I was unconsciously playing the role of caretaker in this relationship.I was also clinging tightly to every thread of “should” that the relationship provided me. This relationship looked perfect to the external world, but inside, my Self felt very trapped. I was trapped underneath the heavy weight of expectations I felt from my family, society, and the collective.

What do they ask from a young woman in a long term relationship? They ask for marriage, children, security,(or at least I thought) but they are certainly not asking for her truth.

In attempts to create security around the damaged foundations of my partnership, I decided to look outside myself for comfort and security. I decided to apply and go to physical therapy school. At the time, I believed that if I had a decent and stable job, it would certainly make all parties happy. About half way through 2016, after moving across the country and reestablishing myself as a PT student, I broke up with my partner. Reflecting back, I knew it wasn’t right, even at my level of unconsciousness, I was moving towards truth, just slowly and apprehensively.

 

Year 2017:

It’s 2017, I was now a year into PT school. I was navigating the new territories of being single. I forced myself to be social with my classmates (which being an introverted spirit was hard for me, but I made friends). I was learning interesting things in PT school and things seemed to be going okay. I now realize that ‘okay’ is not enough for me anymore. I knew intrinsically something about my path in physical therapy didn’t feel right. It felt like I was crawling into yet another cage that I built for myself based on societal “shoulds.” This was the year in PT school where I implicitly learned what and who I “should” be, to be a worthy clinician.

I wasn’t buying it. I felt like it left so many people void of true empathetic care from medical professionals. Although these feelings towards the medical model were strong, I continued forth on my physical therapy journey. Discernment wasn’t a developed skill for me at that time and I believed that quitting was a sign of weakness, so I persisted.

 

Year 2018:

I met my “best friend” in 2018. Given our shared interests in fitness and wellness, we developed a company together. Together, it felt like he and I could truly tackle the world with our ideas and our passion. Unfortunately, too much passion and not enough reality can lead to blurred lines and power dynamics that led to a very long and drawn out toxic relationship. Again, on the outside, he and I were building what seemed to be a “successful” business, and yet again, I was dying on the inside. I was choosing to suppress my ultimate truths of compassionate, empathetic change, to be in a submissive “side kick” in an egocentric health and wellness business.

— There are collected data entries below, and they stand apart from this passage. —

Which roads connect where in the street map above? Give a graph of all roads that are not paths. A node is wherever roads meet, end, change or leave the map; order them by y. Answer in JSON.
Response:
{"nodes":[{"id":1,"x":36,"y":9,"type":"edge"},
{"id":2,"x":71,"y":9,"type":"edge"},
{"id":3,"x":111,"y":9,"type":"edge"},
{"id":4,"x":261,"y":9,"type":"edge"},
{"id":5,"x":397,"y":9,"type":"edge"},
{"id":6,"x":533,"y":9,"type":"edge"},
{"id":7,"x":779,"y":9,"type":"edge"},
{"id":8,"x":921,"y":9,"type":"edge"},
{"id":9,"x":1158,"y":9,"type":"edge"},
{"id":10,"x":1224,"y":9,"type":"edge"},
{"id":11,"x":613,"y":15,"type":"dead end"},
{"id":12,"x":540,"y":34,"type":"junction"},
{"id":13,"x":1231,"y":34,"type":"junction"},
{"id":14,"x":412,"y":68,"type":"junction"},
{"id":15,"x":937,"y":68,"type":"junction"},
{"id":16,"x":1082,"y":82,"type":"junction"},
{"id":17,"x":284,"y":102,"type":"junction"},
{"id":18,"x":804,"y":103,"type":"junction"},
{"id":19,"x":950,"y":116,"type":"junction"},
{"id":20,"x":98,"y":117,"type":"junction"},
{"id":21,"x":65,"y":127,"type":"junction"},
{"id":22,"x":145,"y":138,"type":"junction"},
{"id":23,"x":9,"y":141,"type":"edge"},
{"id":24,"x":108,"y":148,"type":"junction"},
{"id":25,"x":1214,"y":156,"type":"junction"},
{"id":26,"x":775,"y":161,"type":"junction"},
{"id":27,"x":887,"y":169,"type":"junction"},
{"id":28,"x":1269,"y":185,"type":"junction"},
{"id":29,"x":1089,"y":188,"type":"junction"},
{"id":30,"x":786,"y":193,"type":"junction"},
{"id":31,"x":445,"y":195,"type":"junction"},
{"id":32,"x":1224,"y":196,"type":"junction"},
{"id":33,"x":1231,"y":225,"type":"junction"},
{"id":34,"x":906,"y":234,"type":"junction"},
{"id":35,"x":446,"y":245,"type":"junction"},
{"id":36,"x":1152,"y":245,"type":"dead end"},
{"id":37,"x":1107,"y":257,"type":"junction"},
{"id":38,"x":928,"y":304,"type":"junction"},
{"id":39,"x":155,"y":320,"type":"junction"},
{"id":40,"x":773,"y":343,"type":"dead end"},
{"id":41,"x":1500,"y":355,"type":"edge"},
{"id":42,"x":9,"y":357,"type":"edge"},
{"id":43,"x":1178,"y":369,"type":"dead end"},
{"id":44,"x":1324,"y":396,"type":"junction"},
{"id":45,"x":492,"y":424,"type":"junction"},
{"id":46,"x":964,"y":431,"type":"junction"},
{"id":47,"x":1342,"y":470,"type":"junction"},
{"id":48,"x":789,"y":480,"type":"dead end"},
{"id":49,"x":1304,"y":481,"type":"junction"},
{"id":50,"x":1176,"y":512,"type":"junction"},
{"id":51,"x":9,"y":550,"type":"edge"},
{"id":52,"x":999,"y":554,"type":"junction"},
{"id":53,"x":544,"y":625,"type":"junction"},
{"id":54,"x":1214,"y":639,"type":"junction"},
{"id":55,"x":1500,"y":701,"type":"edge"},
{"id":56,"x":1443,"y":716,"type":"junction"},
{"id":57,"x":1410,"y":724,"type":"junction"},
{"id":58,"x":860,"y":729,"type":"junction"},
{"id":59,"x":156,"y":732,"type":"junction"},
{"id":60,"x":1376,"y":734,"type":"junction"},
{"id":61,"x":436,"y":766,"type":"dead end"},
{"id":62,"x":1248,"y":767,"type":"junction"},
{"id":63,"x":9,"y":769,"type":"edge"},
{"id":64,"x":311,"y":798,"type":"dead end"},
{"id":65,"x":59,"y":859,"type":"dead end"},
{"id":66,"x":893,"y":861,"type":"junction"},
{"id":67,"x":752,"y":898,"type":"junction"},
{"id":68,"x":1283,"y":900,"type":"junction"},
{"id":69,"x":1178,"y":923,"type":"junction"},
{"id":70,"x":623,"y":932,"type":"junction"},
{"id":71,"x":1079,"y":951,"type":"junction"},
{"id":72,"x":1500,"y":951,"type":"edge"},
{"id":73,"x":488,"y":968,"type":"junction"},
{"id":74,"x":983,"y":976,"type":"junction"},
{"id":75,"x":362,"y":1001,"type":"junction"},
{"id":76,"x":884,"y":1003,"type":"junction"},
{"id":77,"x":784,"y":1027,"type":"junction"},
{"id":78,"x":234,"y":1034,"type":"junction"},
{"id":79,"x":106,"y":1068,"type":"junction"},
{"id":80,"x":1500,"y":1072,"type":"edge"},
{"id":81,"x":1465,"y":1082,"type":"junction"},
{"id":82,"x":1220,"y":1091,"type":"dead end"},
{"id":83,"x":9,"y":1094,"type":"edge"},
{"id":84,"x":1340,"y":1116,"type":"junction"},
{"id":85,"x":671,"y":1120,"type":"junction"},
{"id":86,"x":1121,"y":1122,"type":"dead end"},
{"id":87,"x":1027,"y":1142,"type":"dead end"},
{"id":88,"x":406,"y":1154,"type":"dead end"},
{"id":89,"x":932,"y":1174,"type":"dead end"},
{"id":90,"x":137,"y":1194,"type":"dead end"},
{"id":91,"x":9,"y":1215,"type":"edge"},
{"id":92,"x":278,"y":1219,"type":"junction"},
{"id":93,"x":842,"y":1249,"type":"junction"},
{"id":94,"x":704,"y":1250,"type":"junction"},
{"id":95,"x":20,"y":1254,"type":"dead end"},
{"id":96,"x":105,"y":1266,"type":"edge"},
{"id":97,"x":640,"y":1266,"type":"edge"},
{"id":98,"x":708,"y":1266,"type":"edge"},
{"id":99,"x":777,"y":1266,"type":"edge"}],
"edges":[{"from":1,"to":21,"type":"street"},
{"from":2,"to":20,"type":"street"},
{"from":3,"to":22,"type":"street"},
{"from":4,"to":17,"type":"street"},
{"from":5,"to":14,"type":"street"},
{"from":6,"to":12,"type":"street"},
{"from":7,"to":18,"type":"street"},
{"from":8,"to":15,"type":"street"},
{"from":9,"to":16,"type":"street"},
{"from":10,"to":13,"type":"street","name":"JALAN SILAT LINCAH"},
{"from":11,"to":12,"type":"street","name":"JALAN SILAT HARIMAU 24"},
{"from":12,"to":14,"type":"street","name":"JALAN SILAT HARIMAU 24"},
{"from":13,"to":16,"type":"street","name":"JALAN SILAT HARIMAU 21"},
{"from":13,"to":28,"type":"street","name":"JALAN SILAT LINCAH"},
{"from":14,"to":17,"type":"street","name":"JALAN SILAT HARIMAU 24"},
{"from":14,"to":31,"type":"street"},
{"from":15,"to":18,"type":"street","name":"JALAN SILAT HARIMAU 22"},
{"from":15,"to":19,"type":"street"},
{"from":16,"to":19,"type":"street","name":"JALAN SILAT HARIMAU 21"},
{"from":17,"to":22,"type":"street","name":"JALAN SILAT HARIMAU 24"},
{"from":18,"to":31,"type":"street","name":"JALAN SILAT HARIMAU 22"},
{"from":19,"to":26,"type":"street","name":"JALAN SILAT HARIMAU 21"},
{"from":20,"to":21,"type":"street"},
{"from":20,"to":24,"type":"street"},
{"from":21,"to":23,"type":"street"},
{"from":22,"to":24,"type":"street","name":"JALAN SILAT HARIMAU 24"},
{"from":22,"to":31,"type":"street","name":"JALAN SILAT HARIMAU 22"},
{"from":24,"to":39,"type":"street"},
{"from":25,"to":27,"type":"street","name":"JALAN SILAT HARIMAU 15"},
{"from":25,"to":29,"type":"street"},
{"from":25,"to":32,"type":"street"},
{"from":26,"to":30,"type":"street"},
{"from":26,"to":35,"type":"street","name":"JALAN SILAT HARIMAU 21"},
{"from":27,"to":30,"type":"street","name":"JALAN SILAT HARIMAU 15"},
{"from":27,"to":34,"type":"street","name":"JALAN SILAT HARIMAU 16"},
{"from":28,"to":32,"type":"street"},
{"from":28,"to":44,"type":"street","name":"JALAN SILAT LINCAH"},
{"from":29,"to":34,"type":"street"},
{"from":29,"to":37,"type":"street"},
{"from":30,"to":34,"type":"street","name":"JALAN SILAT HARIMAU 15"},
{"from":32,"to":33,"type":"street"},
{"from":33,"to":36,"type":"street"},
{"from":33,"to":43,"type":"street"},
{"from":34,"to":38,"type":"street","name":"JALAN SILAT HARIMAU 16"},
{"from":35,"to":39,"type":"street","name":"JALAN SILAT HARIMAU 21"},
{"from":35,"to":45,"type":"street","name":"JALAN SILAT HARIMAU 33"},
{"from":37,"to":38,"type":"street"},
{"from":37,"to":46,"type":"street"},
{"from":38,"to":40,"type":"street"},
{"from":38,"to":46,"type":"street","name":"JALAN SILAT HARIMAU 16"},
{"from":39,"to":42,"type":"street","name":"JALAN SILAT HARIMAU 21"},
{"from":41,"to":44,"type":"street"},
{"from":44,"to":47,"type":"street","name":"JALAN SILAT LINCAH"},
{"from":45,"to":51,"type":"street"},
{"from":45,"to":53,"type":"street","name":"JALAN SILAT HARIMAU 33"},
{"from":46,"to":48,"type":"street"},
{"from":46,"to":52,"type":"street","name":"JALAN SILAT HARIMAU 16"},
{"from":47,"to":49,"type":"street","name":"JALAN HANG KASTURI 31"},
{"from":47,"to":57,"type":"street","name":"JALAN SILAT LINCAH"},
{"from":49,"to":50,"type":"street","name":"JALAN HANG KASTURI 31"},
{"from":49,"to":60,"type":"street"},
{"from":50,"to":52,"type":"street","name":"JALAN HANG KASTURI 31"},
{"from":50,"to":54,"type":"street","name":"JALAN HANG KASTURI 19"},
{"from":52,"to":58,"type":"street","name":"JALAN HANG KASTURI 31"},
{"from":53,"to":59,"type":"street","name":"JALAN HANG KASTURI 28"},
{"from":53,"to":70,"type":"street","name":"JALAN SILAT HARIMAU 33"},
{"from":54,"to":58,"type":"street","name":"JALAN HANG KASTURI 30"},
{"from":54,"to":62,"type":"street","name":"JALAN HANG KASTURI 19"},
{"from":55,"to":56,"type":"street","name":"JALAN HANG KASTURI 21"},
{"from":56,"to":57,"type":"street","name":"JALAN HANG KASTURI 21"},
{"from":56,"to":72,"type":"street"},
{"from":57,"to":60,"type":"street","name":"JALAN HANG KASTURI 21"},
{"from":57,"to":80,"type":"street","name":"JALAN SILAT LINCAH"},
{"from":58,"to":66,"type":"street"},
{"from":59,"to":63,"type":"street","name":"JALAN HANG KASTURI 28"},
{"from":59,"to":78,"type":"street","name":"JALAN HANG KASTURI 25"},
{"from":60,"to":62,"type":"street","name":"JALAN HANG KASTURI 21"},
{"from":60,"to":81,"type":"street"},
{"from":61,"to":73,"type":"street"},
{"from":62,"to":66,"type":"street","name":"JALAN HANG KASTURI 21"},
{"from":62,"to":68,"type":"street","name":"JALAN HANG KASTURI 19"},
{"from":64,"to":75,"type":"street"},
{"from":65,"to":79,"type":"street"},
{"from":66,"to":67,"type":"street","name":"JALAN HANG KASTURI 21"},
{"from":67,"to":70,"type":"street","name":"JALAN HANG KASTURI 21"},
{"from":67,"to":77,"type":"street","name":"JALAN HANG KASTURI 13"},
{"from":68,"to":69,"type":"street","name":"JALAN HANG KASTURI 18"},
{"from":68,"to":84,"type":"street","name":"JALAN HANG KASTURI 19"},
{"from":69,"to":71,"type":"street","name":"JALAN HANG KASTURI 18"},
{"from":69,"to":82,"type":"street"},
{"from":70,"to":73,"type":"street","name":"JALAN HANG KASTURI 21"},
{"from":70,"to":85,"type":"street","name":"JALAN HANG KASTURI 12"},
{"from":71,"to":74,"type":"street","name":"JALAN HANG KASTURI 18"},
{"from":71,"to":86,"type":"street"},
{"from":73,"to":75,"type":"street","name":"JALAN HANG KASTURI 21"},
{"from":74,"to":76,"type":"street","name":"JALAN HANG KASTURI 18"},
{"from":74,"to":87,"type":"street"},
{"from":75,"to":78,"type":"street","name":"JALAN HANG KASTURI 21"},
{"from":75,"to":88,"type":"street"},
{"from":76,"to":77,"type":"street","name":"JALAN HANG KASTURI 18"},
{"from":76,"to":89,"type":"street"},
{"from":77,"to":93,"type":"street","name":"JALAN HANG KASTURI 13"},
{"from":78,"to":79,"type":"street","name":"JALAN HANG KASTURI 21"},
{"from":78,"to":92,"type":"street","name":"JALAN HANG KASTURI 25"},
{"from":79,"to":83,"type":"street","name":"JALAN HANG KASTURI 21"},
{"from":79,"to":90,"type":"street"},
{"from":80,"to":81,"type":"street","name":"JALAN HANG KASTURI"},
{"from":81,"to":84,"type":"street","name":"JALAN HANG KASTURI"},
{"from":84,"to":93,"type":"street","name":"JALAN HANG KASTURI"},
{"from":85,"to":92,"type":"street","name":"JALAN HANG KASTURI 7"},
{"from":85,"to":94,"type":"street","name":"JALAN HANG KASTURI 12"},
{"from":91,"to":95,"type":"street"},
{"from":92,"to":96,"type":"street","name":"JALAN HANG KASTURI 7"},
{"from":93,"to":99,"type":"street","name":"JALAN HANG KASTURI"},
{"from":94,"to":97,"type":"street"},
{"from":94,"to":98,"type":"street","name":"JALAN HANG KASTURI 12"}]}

The relationship dynamic was blurred even further as had attached myself to the identity of who I had become over the year. I was now the face of our company. I had so many people following my lead externally. The behind the scenes looked much different though. I was told by my partner, “I would never be anything without this business.” These are the words that shattered my already cracked attempts to stand in truth. The words rang through my spirit like the devil disguised as truth. At the time, I didn’t realize how this dynamic was unfolding, but reflecting back, this business and this relationship was a conditional dynamic, rooted in manipulation, disguised as a passion for service. Only later would I realize that fear and righteous anger are not the same as truth.

After many attempts to mask my eyes from the pain of what was happening in reality, a massive betrayal forced my eyes open to the truth. It was like the solidarity of my psyche was ripped out from under me. I felt like Alice when she falls to the depths of Wonderland. No solid ground to stand on and unsure what to believe, or who to trust, I certainly didn't trust myself. The truth was grasping for my eyelids and forcing them open, despite all of my efforts to keep them shut. It was the first time I confronted true malevolence and saw how cruel that people could be.